Spent about nine days in Corsica this summer as part of an extended trip to France/Italy.  It was an incredible place.  For everyone that bemoans changes in SBH, this place is worth a look.  Even in the height of the August high season over there it was lively but not overcrowded with food and lodging generally a very good value.

We flew business class from IAD for not much more than it costs to go in first to SBH and charter with St. Barth Commuter.  With the time changes, we left DC at dinner time and were having lunch on Corsica the next day.  

We split our time between Calvi in the north and Bonafacio in the south.  Both great destinations.  There is a great mix of incredible scenery, history and the french food, culture and attitude that everyone loves in SBH.  The arrival by water in Bonafacio is incredible.  The town is hidden amongst limestone cliffs.   Beaches in the south are amazing.  White sand and water color tat would rival the Caribbean

We have spent considerable time along the coast of mainland france (St. Tropez, Cannes, Monaco etc....  This place is different.  Far fewer Americans.  Very little english spoken among visitors.  Plenty of big yachts, but less of a see and be seen sort of vibe.  Love it or hate it, not a Nikki Beach to be seen.

I will say, that if you ever doubt the authenticity of SBH, when you go to coastal france and the islands you see the same stores, same products and same presentation.  

Food was uniformly amazing. Lots of local products and very earthy in composition and presentation.  Wonderful grilled meats, seafood and fresh produce. 

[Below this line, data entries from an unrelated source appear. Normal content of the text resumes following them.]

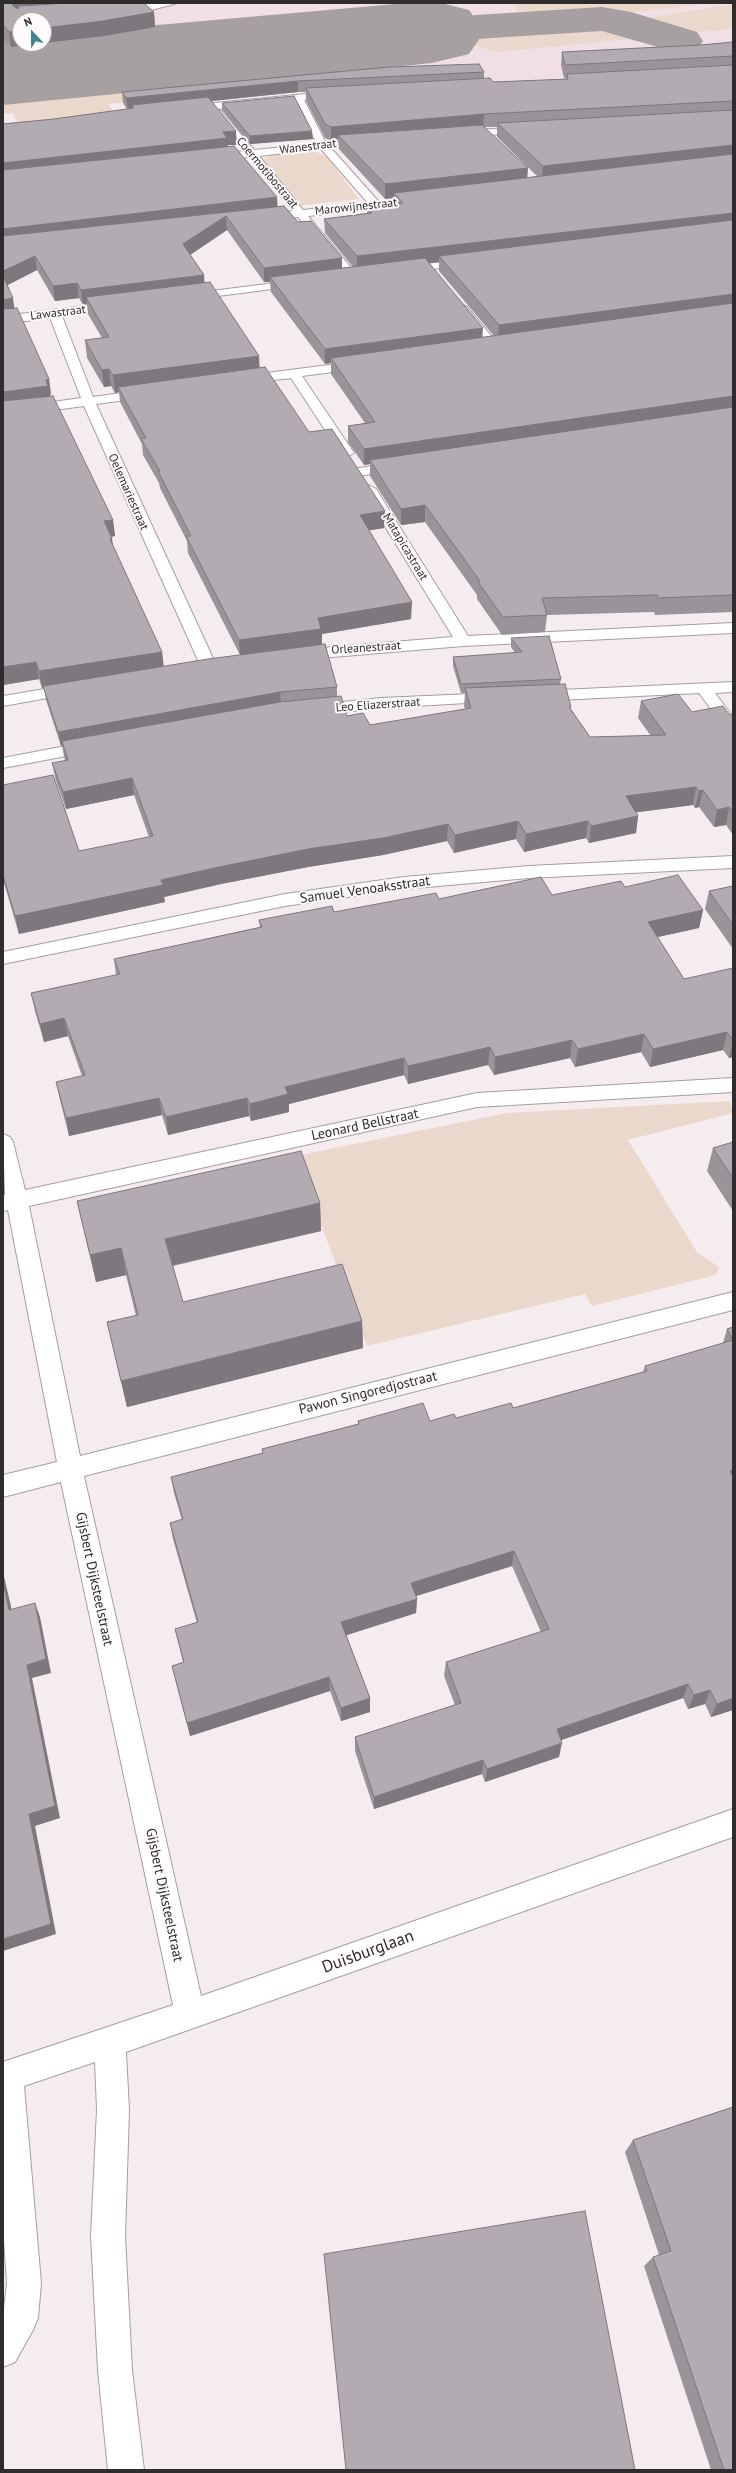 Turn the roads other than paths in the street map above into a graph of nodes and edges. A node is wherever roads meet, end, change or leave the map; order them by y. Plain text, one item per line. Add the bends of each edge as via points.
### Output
1 (174, 3) edge
2 (135, 4) edge
3 (343, 94) edge
4 (298, 97) junction
5 (212, 106) junction
6 (174, 110) edge
7 (538, 129) edge
8 (483, 132) junction
9 (452, 134) edge
10 (382, 139) edge
11 (494, 143) edge
12 (322, 144) junction
13 (251, 154) junction
14 (197, 160) edge
15 (438, 198) edge
16 (376, 205) junction
17 (301, 214) junction
18 (254, 219) edge
19 (482, 260) edge
20 (427, 267) junction
21 (389, 271) edge
22 (367, 274) edge
23 (352, 276) junction
24 (336, 278) edge
25 (437, 278) edge
26 (313, 281) edge
27 (172, 299) edge
28 (456, 301) edge
29 (125, 305) edge
30 (55, 314) junction
31 (3, 320) edge
32 (510, 344) edge
33 (494, 347) junction
34 (479, 349) edge
35 (371, 363) edge
36 (294, 373) junction
37 (233, 382) edge
38 (157, 392) edge
39 (88, 401) junction
40 (3, 413) edge
41 (414, 464) edge
42 (359, 472) junction
43 (733, 628) edge
44 (463, 641) junction
45 (284, 657) edge
46 (194, 670) edge
47 (87, 687) edge
48 (733, 687) edge
49 (704, 689) junction
50 (3, 701) edge
51 (296, 711) edge
52 (733, 728) edge
53 (111, 743) edge
54 (3, 763) edge
55 (733, 862) edge
56 (3, 958) edge
57 (733, 1085) edge
58 (3, 1142) edge
59 (10, 1202) edge
60 (733, 1301) edge
61 (70, 1468) junction
62 (3, 1486) edge
63 (733, 1822) edge
64 (190, 2015) junction
65 (110, 2042) junction
66 (5, 2078) edge
67 (3, 2350) edge
68 (126, 2470) edge

1 - 2 street via 151,7
3 - 4 street
4 - 5 street
4 - 12 street
5 - 6 street
5 - 13 street, Coermotibostraat
7 - 8 street
8 - 9 street
8 - 11 street
10 - 12 street, Wanestraat
12 - 13 street, Wanestraat
12 - 16 street
13 - 14 street, Wanestraat
13 - 17 street, Coermotibostraat
15 - 16 street, Marowijnestraat
16 - 17 street, Marowijnestraat
17 - 18 street, Marowijnestraat
17 - 23 street, Coermotibostraat
19 - 20 street
20 - 21 street
20 - 25 street
22 - 23 street
23 - 24 street
26 - 27 street
28 - 33 street
29 - 30 street, Lawastraat
30 - 31 street, Lawastraat
30 - 39 street, Oelemariestraat
32 - 33 street
33 - 34 street
35 - 36 street
36 - 37 street
36 - 42 street, Matapicastraat
38 - 39 street
39 - 40 street
39 - 46 street, Oelemariestraat via 216,666
41 - 42 street
42 - 44 street, Matapicastraat
43 - 44 street, Orleanestraat
44 - 45 street, Orleanestraat via 337,650
47 - 50 street
48 - 49 street, Leo Eliazerstraat
49 - 51 street, Leo Eliazerstraat via 382,703
49 - 52 street
53 - 54 street
55 - 56 street, Samuel Venoaksstraat via 529,872 404,883 285,900
57 - 59 street, Leonard Bellstraat via 477,1100
58 - 59 street, Gijsbert Dijksteelstraat
59 - 61 street, Gijsbert Dijksteelstraat
60 - 61 street, Pawon Singoredjostraat
61 - 62 street, Pawon Singoredjostraat
61 - 64 street, Gijsbert Dijksteelstraat
63 - 64 street, Duisburglaan
64 - 65 street, Duisburglaan
65 - 66 street, Duisburglaan
65 - 68 street via 113,2110 108,2236 115,2370
66 - 67 street via 24,2283 21,2318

We found the experience to very much like SBH with more history culture and better value.  The value is my issue right now with SBH.  I don't worry so much about casinos or restaurants coming and going.  The last few trips to SBH the value in the dining, lodging and overall service was not consistent with the pricing.  We had no such experience in Corsica.

As an aside, we spent the remainder of the trip on the italian riviera which is equally interesting.   If you are looking for an alternative beach/water french oriented vacation, Corsica is worth a look.

----------


## JackR

Where did you fly into to catch the boat.

 Is the train from Paris an option then boat?

----------


## madison1

The train to the boat is absolutely doable.  There are ferries from most coastal cities (i.e. nice etc...)  We actually flew from Paris.  You can also fly from Nice.  There are at least three major airports on the island.  You can decide on the north, the central or the south.  There are also interisland ferries and some flights.  It a much bigger place than any Caribbean island.  We liked the south the best.   There are also ferries to Sardinia from that region.

----------